The Swiss central bank intervened the very next day, sending the EUR/CHF up 1,400 pips to 1.20. The USD/CHF climbed even more in terms of pips. It was a shocking, jaw dropping display of market insanity.
Many traders almost certainly got caught in the wave of destruction. Low leverage positions received almost unthinkable margin calls in the course of several hours. It seems insane to think that an institution would come in and buy 20 billion euros in the span of several hours. Yet, that’s exactly what happened.
Staring at historical data does not tell you anything about future risk. The only thing that historical data tells you is the past sense of normal. That may continue into the future for a time, but eventually, things change.
My personal opinion is that the best you can do is to characterize the personalities of different instruments. The GBP/JPY is notoriously wild due to its speculative nature. The UK and Japan have no real trade relations to speak of. The currency pair is something of a market accident. They are two liquid currencies that happen to be exchangeable, but very few people in normal business need to exchange them directly.
The Swiss franc, on the other hand, is a bastion of conservatism. The currency was historically backed by physical gold. It used to be fully backed. Then it declined to a 40% backing. I don’t remember what the backing is today, but it’s a fraction of what it used to be.
Not incidentally, the conservative behavior of the franc changed in line with the reserves behind the paper. The franc gets more wild as the gold supply securing its value diminishes. Volatility grows increasingly wild with the passage of time.
I encourage traders to look at the rate of change for an instrument when they attempt any kind of profiling. Rather than saying that the CHF is quiet, I tend to say that it’s historically conservative with an increasing tendency to undergo wild episodes. It’s basically the 30,000 foot view. Rather than asking what it’s like today, we rephrase the question to ask what it’s likely to do tomorrow.

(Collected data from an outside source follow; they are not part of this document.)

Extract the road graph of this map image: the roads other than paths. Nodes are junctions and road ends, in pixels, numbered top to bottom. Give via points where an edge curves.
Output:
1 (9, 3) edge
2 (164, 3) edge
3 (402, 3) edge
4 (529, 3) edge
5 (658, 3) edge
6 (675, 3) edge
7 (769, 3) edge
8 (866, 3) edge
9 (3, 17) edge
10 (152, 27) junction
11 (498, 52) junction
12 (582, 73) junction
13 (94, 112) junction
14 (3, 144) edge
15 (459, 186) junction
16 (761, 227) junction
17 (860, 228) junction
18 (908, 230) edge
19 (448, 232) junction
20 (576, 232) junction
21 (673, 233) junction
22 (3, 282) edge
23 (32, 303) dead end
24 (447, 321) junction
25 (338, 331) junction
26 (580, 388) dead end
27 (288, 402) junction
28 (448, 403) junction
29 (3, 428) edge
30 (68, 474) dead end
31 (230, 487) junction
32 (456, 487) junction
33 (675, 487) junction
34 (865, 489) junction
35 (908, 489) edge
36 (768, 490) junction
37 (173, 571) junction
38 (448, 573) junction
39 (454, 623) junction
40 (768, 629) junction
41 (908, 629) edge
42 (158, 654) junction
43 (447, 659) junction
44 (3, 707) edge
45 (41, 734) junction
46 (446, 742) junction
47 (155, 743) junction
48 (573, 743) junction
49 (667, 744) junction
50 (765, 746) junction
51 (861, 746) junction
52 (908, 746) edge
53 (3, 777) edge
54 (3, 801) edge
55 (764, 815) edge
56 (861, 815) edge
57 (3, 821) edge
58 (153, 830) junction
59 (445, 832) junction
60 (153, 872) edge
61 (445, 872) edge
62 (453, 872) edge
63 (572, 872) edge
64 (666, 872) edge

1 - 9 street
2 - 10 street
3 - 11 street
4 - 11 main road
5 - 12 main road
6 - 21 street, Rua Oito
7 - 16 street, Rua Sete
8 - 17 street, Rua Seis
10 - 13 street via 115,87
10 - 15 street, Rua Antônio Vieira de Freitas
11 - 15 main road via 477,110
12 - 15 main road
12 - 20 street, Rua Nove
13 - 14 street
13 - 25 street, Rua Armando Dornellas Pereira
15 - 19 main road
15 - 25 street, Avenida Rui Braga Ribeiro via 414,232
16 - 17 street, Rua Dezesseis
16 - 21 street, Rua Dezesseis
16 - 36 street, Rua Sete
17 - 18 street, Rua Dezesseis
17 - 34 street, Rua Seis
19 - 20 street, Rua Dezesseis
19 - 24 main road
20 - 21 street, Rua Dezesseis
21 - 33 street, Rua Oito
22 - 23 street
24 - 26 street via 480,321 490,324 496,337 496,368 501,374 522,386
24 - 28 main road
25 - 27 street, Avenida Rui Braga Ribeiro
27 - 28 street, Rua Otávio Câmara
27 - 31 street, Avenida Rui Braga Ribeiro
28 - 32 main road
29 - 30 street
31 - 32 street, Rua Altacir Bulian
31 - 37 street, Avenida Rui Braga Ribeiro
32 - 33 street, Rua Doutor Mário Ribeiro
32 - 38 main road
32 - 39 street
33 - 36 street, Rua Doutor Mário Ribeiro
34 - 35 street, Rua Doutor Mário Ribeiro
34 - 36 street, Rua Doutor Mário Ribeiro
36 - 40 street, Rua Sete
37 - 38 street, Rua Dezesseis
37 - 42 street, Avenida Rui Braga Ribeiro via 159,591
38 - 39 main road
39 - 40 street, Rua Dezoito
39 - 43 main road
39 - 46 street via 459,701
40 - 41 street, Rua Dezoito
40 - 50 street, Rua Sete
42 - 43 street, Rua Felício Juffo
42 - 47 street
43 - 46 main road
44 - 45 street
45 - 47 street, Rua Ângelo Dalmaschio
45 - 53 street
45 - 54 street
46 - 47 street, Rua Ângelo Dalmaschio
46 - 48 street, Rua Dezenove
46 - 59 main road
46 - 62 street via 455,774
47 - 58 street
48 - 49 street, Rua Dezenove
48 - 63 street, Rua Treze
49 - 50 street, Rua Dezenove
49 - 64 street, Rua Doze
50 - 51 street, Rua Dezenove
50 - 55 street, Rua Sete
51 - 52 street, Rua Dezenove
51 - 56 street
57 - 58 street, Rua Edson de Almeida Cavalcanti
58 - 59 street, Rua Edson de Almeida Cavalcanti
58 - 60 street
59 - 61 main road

Watching the EUR/CHF explode before he had a chance to trade likely saved my client from blowing up. It was a learning experience, but most traders are not lucky enough to learn from the sidelines.
If you have any kind of hyperactive trading idea that depends on range bound markets, I would encourage you to stick it into the “save for later” bin. This summer and fall are ramping up to be quite a wild ride. If anything, now is probably a great time to bring out strategies that only do well when it looks Armageddon is near.